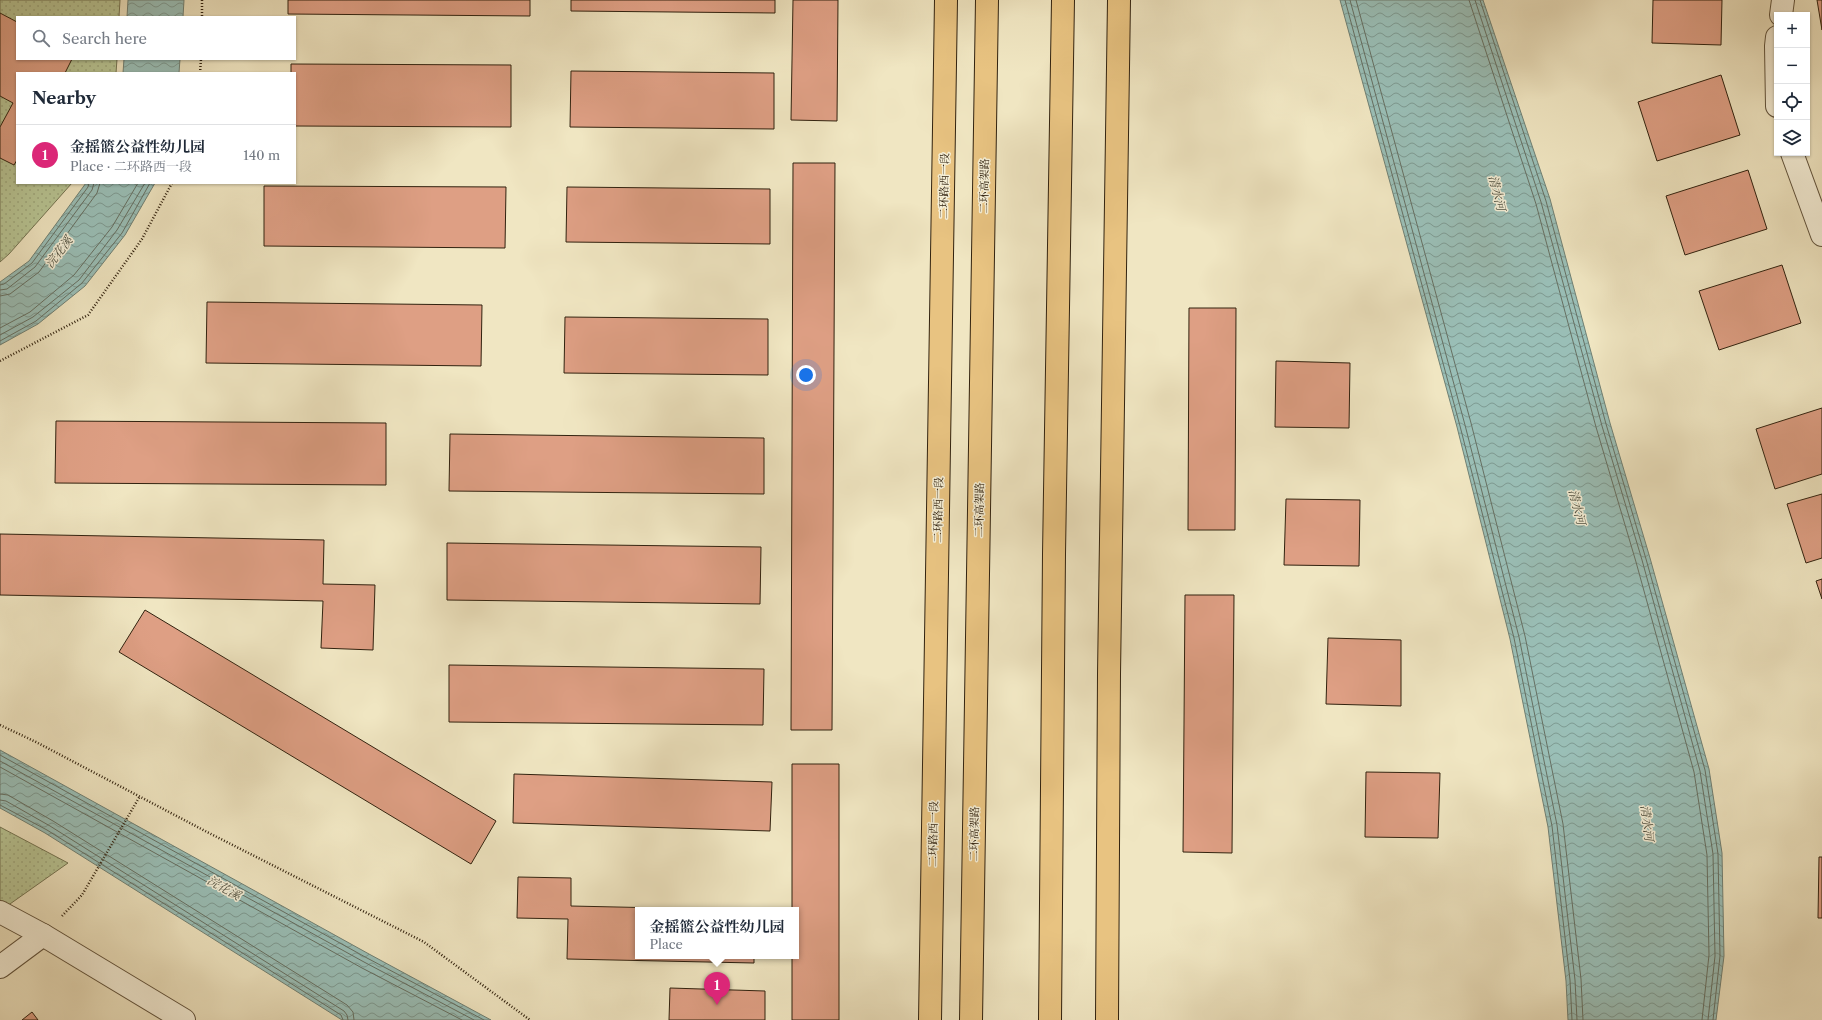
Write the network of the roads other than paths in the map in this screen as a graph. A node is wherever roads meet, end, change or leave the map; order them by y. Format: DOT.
graph roads {
  1 [pos="946,0"];
  2 [pos="987,0"];
  3 [pos="1063,0"];
  4 [pos="1119,0"];
  5 [pos="1783,0"];
  6 [pos="1781,12"];
  7 [pos="1776,48"];
  8 [pos="1777,84"];
  9 [pos="1793,156"];
  10 [pos="1822,235"];
  11 [pos="0,912"];
  12 [pos="43,935"];
  13 [pos="0,967"];
  14 [pos="184,1020"];
  15 [pos="930,1020"];
  16 [pos="971,1020"];
  17 [pos="1050,1020"];
  18 [pos="1107,1020"];
  1 -- 15 [label="main road, 二环路西一段"];
  2 -- 16 [label="main road, 二环高架路"];
  3 -- 17 [label="main road"];
  4 -- 18 [label="main road"];
  5 -- 6 [label="street"];
  7 -- 8 [label="street"];
  9 -- 10 [label="street"];
  11 -- 12 [label="street"];
  12 -- 13 [label="street"];
  12 -- 14 [label="street"];
}
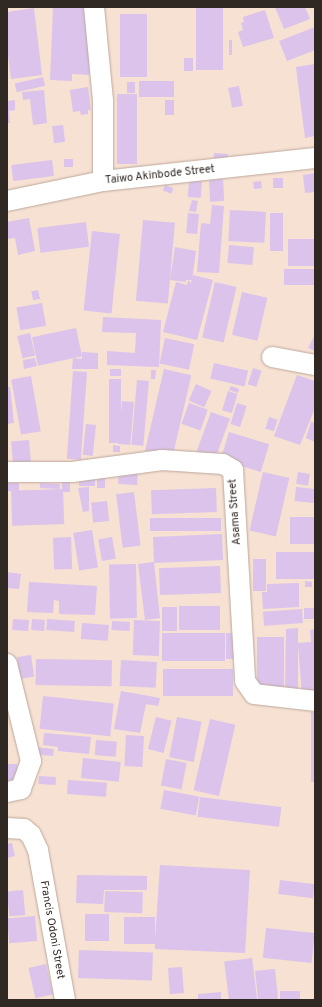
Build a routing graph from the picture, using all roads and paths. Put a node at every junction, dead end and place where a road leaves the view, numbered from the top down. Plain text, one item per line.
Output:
1 (94, 7) edge
2 (315, 158) edge
3 (103, 181) junction
4 (7, 201) edge
5 (272, 357) dead end
6 (315, 365) edge
7 (7, 472) edge
8 (7, 664) edge
9 (315, 701) edge
10 (7, 792) edge
11 (7, 828) edge
12 (65, 1000) edge

1 - 3 street
2 - 3 street, Taiwo Akinbode Street
3 - 4 street, Taiwo Akinbode Street
5 - 6 street
7 - 9 street, Asama Street
8 - 10 street
11 - 12 street, Francis Odoni Street

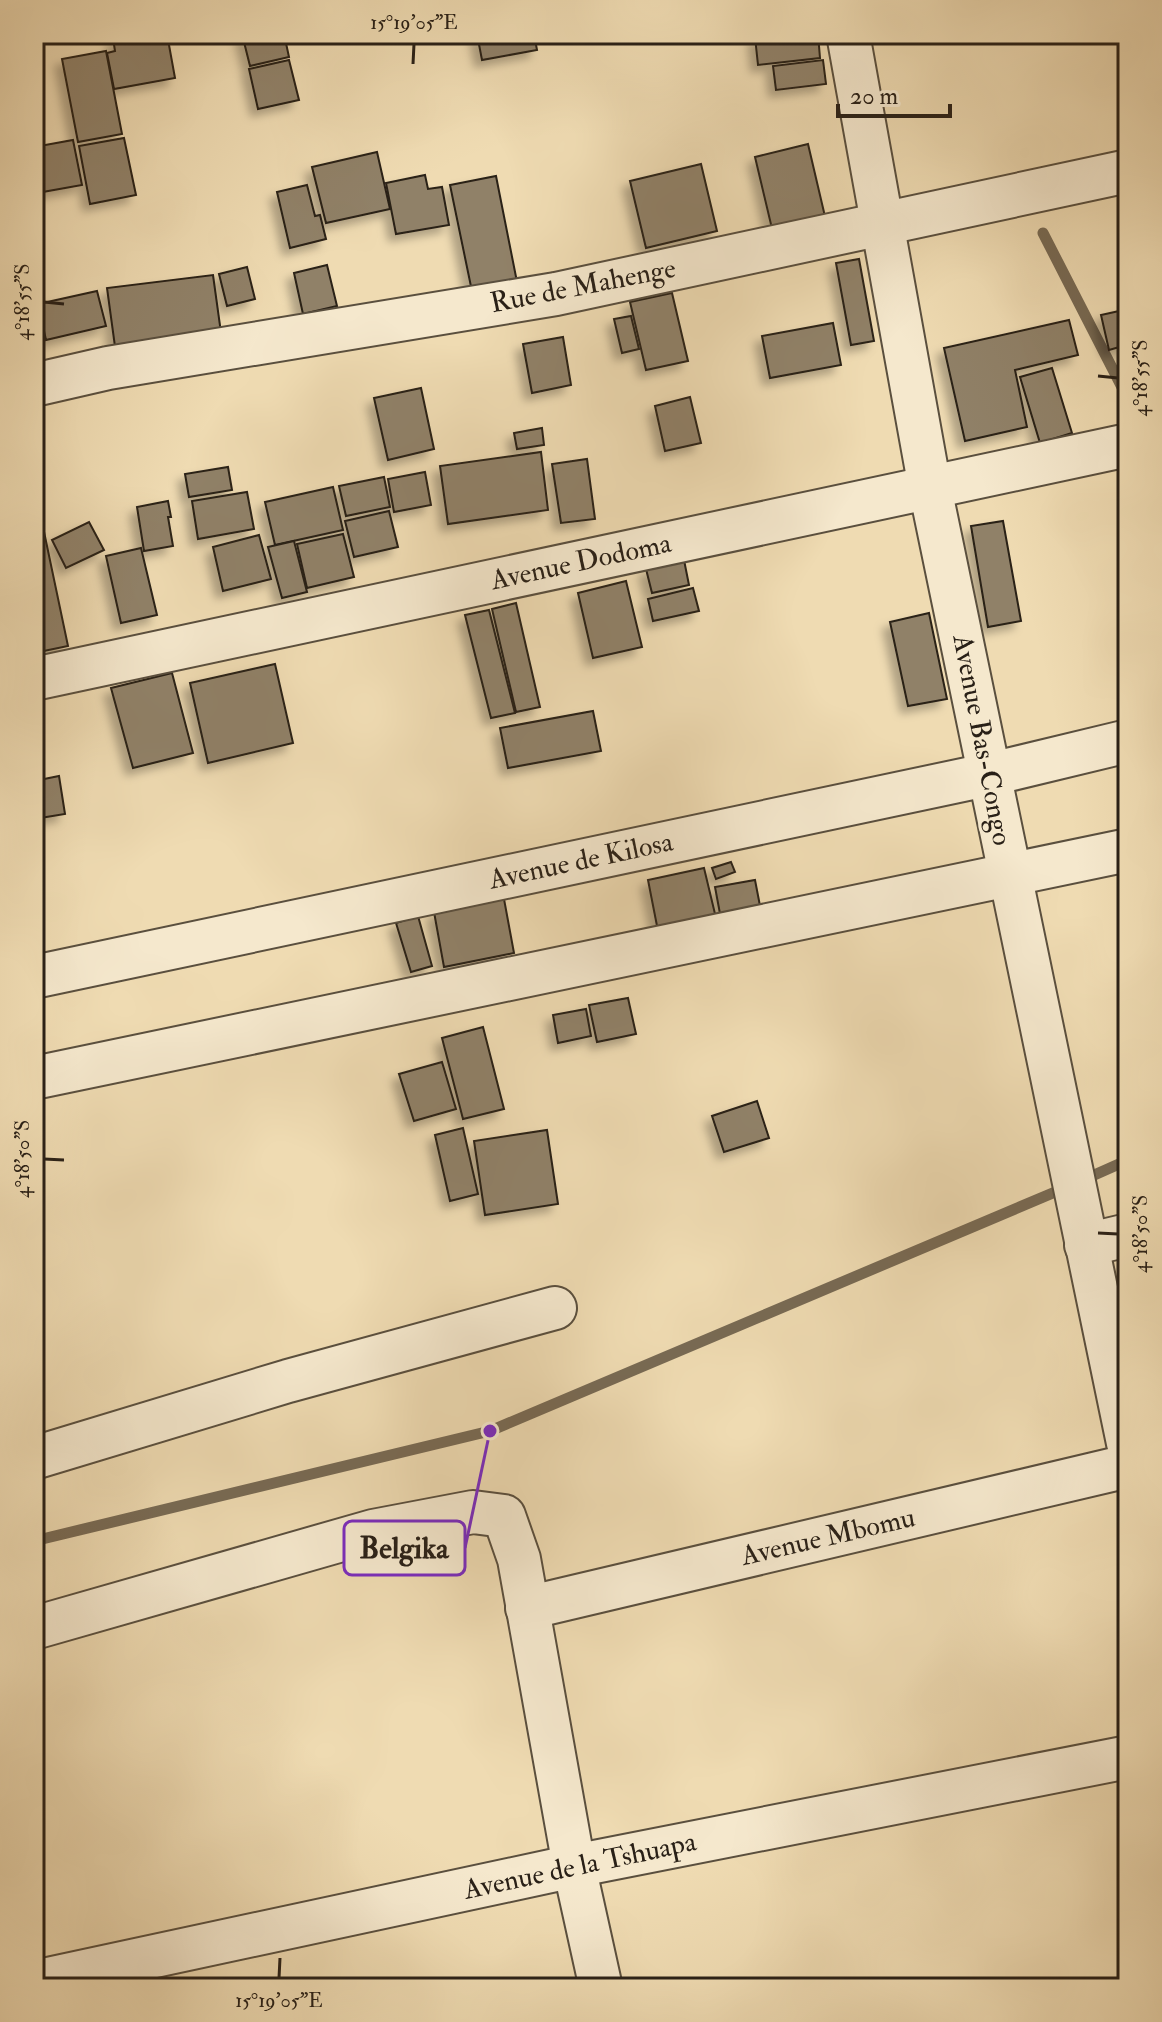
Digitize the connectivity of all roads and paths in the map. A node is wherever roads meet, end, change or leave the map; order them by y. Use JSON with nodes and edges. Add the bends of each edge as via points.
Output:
{"nodes":[{"id":1,"x":848,"y":34,"type":"edge"},
{"id":2,"x":1128,"y":171,"type":"edge"},
{"id":3,"x":880,"y":223,"type":"junction"},
{"id":4,"x":34,"y":385,"type":"edge"},
{"id":5,"x":1128,"y":445,"type":"edge"},
{"id":6,"x":930,"y":488,"type":"junction"},
{"id":7,"x":34,"y":679,"type":"edge"},
{"id":8,"x":1128,"y":741,"type":"edge"},
{"id":9,"x":991,"y":774,"type":"junction"},
{"id":10,"x":1128,"y":850,"type":"edge"},
{"id":11,"x":1008,"y":874,"type":"junction"},
{"id":12,"x":34,"y":977,"type":"edge"},
{"id":13,"x":34,"y":1078,"type":"edge"},
{"id":14,"x":1084,"y":1235,"type":"junction"},
{"id":15,"x":1128,"y":1235,"type":"edge"},
{"id":16,"x":555,"y":1308,"type":"dead end"},
{"id":17,"x":1128,"y":1443,"type":"edge"},
{"id":18,"x":34,"y":1458,"type":"edge"},
{"id":19,"x":1128,"y":1466,"type":"edge"},
{"id":20,"x":527,"y":1608,"type":"junction"},
{"id":21,"x":34,"y":1628,"type":"edge"},
{"id":22,"x":1128,"y":1757,"type":"edge"},
{"id":23,"x":574,"y":1866,"type":"junction"},
{"id":24,"x":34,"y":1982,"type":"edge"},
{"id":25,"x":601,"y":1988,"type":"edge"}],
"edges":[{"from":1,"to":3,"type":"street","name":"Avenue Bas-Congo"},
{"from":2,"to":3,"type":"street","name":"Rue de Mahenge"},
{"from":3,"to":4,"type":"street","name":"Rue de Mahenge","via":[[556,294],[108,368]]},
{"from":3,"to":6,"type":"street","name":"Avenue Bas-Congo"},
{"from":5,"to":6,"type":"street","name":"Avenue Dodoma"},
{"from":6,"to":7,"type":"street","name":"Avenue Dodoma"},
{"from":6,"to":9,"type":"street","name":"Avenue Bas-Congo"},
{"from":8,"to":9,"type":"street","name":"Avenue de Kilosa"},
{"from":9,"to":11,"type":"street","name":"Avenue Bas-Congo"},
{"from":9,"to":12,"type":"street","name":"Avenue de Kilosa"},
{"from":10,"to":11,"type":"street"},
{"from":11,"to":13,"type":"street"},
{"from":11,"to":14,"type":"street","name":"Avenue Bas-Congo"},
{"from":14,"to":15,"type":"street"},
{"from":14,"to":17,"type":"street","name":"Avenue Bas-Congo"},
{"from":16,"to":18,"type":"street"},
{"from":19,"to":20,"type":"street","name":"Avenue Mbomu"},
{"from":20,"to":21,"type":"street","via":[[519,1559],[504,1516],[473,1512],[373,1531]]},
{"from":20,"to":23,"type":"street"},
{"from":22,"to":23,"type":"street","name":"Avenue de la Tshuapa"},
{"from":23,"to":24,"type":"street","name":"Avenue de la Tshuapa"},
{"from":23,"to":25,"type":"street"}]}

## WORK REQUIRED
Going by the data above, the answer is exactly the lines from the one holding "Build a routing" to the one holding "Digitize the connectivity", both kept, with the pictures left out.

## RESPONSE TO THE TASK
Build a routing graph from the picture, using all roads and paths. Put a node at every junction, dead end and place where a road leaves the view, numbered from the top down. Plain text, one item per line.
Output:
1 (94, 7) edge
2 (315, 158) edge
3 (103, 181) junction
4 (7, 201) edge
5 (272, 357) dead end
6 (315, 365) edge
7 (7, 472) edge
8 (7, 664) edge
9 (315, 701) edge
10 (7, 792) edge
11 (7, 828) edge
12 (65, 1000) edge

1 - 3 street
2 - 3 street, Taiwo Akinbode Street
3 - 4 street, Taiwo Akinbode Street
5 - 6 street
7 - 9 street, Asama Street
8 - 10 street
11 - 12 street, Francis Odoni Street

Digitize the connectivity of all roads and paths in the map. A node is wherever roads meet, end, change or leave the map; order them by y. Use JSON with nodes and edges. Add the bends of each edge as via points.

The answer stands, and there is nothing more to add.